Закат солнца должен был быть где-то после восьми вечера. Сейчас же была лишь середина первого часа. «Восемь часов-то я точно не продрыхну. Ставить будильник не буду», – только и смог подумать Филипп прежде чем откинул одеяло и растянулся на белоснежной простыне. Лишь натянув на себя прохладное, пахнущее свежестью одеяло, Филипп глубоко уснул.
Глава 20. Звонок
Во сне он оказался в лесу, а может быть это был какой-то сад, в котором было очень много высоких деревьев. Многие из них были семейства ивовых и своими плачущими кронами придавали этому месту печальное очарование. Филипп вышел на поляну, хорошо освещенную чем-то сверху, но солнца в небе не было, и само оно было ночным и беззвездным. В воздухе была слышна какая-то дивная музыка, которую, как Филиппу показалось, играли на каких-то неведомых ему инструментах. Он не мог ни распознать ее, ни отличить один звук от другого, но явно ощущал присутствие самой музыки. В моменты, когда он все же пытался прочувствовать мелодию, налетал легкий ветерок, и шелест веток деревьев прерывал его мысленные усилия прочитать невидимую партитуру.

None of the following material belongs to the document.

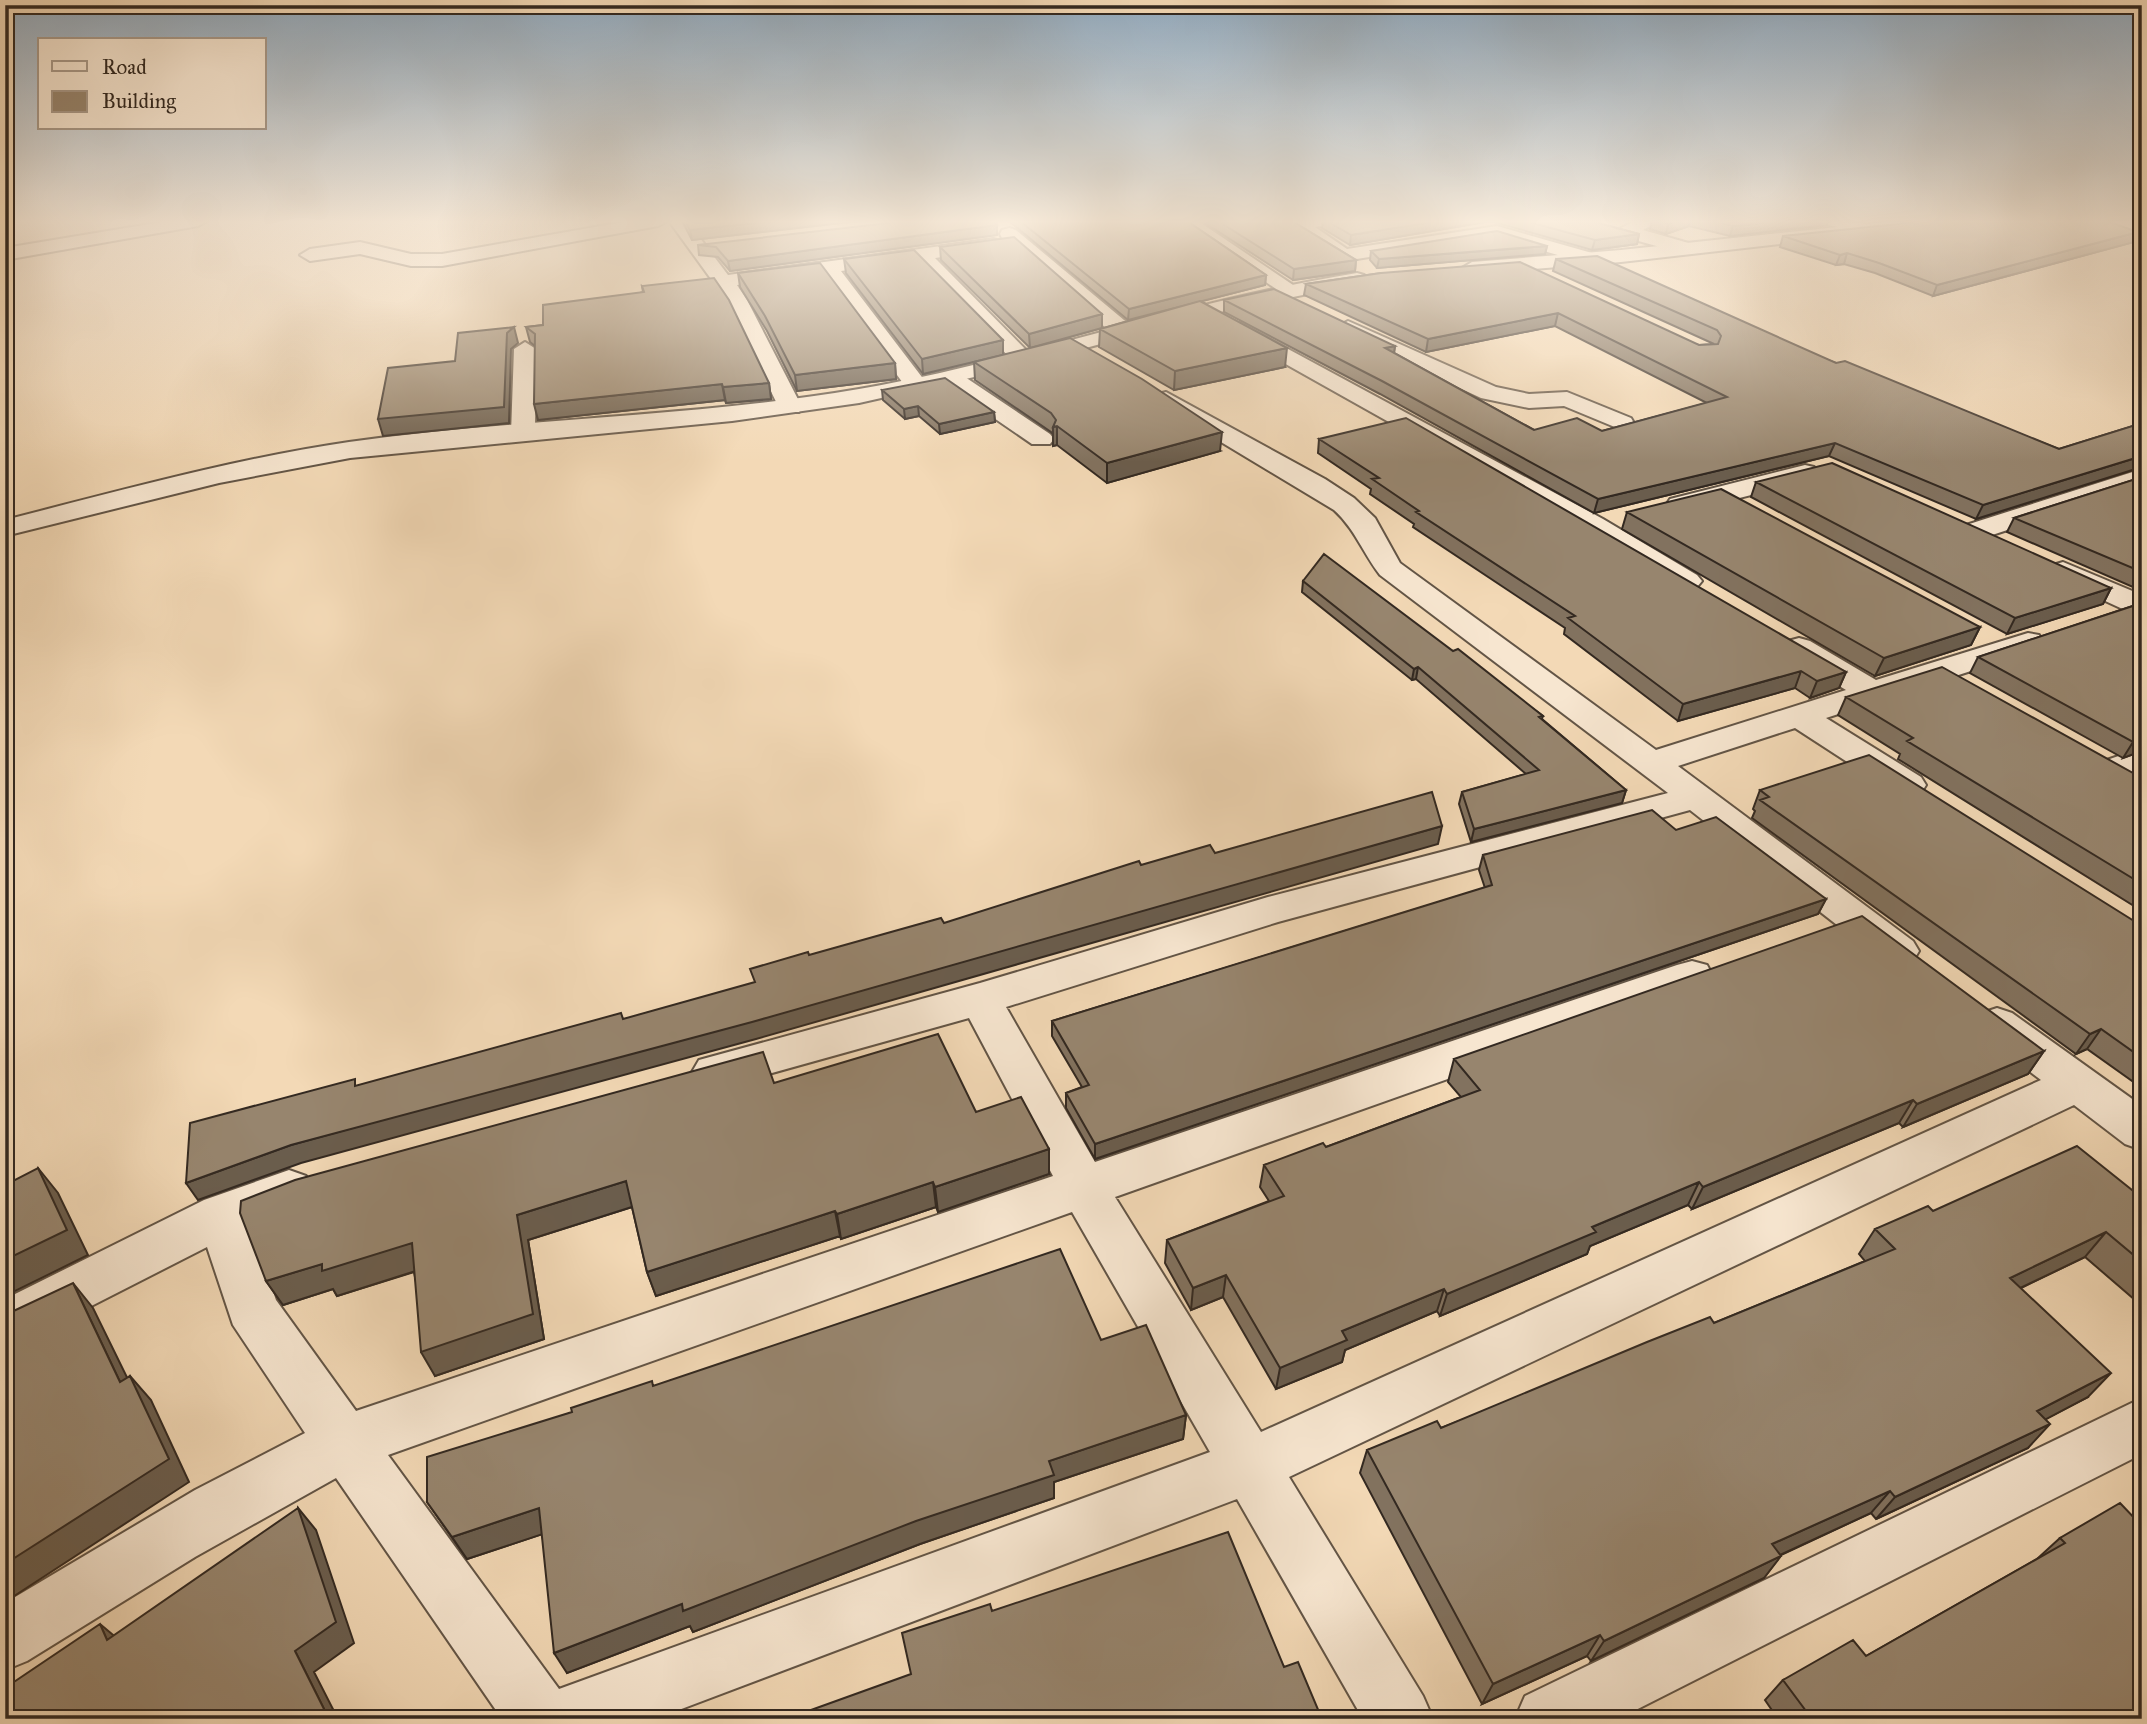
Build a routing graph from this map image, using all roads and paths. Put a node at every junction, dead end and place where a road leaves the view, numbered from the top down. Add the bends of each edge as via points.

С очередным дуновением ветерка на поляне откуда ни возьмись появились дети лет шести-семи – все в одинаковой школьной форме, кто с шариками, кто с игрушками, а кто без ничего. Побегав перед Филиппом какое-то время, дети собрались в кучку, из которой вышел лидер – мальчик в синей кепке и с лопаткой в руке. Он что-то объявил на непонятном языке, и дети выстроились перед ним в шеренгу. Лопатка вдруг превратилась в синий флажок, которым он начал отмахивать такт, а после развернулся и повел шеренгу за собой строевым шагом. Они ходили вокруг Филиппа, а ведущий время от времени поворачивал в его сторону голову и смотрел на него. В эти моменты лицо ребенка вдруг превращалось в белый овал с бездонными черными глазницами и леденящим кровь монохромным пилообразным оскалом. Злоба, с которой это создание скалилось и сжимало пилы своих зубов, заставляла его трястись от напряжения. Филипп сам до хруста в зубах сжимал свои челюсти, он не мог пошевелиться и дрожал, готовясь к нападению всякий раз, когда существо обращало на него пару черных дыр своих глазниц, словно пытаясь утопить его в них.
Вдруг прозвенел звонок, и с первыми его звуками дети бросились врассыпную. Их звали какие-то женские голоса, а ведущий подбежал к Филиппу и с необычайно милым выражением лица то ли просился на руки, то ли просил прощения. Какая-то женщина в одежде эпохи 60-х подошла к Филиппу, взяла ребенка на руки и пошла вслед за детьми, которые убегали куда-то вдаль. Она шла за ними и все еще звала кого-то по имени: «Гера! Лера!», а звонок продолжал объявлять конец уроков… или конец перемены… или момент пробуждения?